NASA's Spitzer Telescope recently captured a breathtaking infrared image of a "red butterfly" along with thousands of baby stars. Dubbed Westerhout 40 (W40), this "red butterfly" is actually a nebula, a massive dust cloud that forms new stars.
NASA, in a press release, said that its two "wings" are huge bubbles of hot interstellar gas that come from warmest and largest stars in that region. The image is actually an amalgamation of four images captured through the space telescope's Infrared Array Camera (IRAC) during its mission that shows the nebula reflecting red, blue, green, and orange hues.
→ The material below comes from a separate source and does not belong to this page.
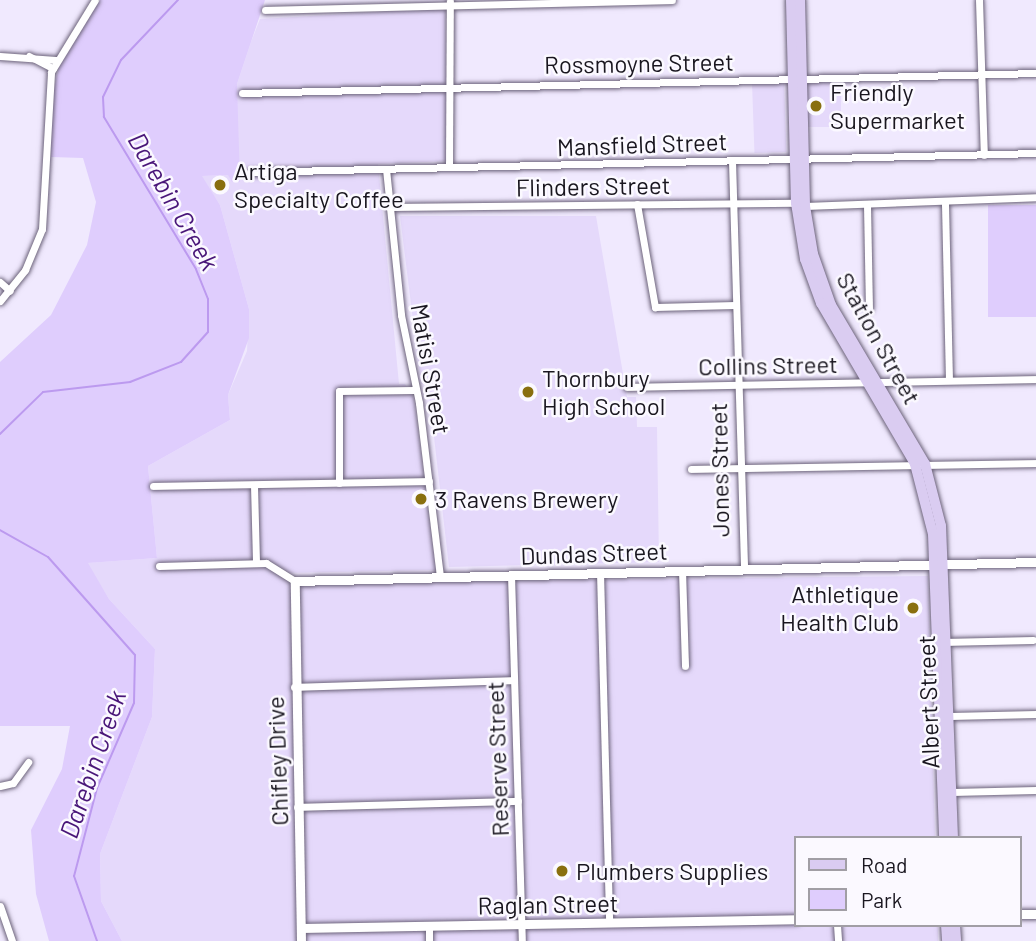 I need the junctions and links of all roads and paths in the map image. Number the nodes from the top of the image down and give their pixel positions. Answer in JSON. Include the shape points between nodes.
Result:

W40 shows how star formations cause the destruction of clouds that develop them. The force of gravity produces clumps inside these huge clouds of dust and gas, and at times these clumps reach a critical density enabling star formation at their center.
W40 is around 1,400 light years away from the sun and is approximately the same distance as Orion nebula which is located in the Milky Way.
Recently, NASA's Hubble Space Telescope managed to snap an orb of light which is a massive elliptical galaxy comprising a whopping 200 billion stars. The M49 was the first member of the Virgo Cluster of galaxies to be discovered. It measures 157,000 light-years and is 56 million light-years away.
The Hubble telescope also captured two colliding galaxies forming a super-galaxy. These galaxies were discovered in 1784 by William Herschel. John Louis Emil Dreyer described NGC 6052 as "faint, pretty large, irregularly round."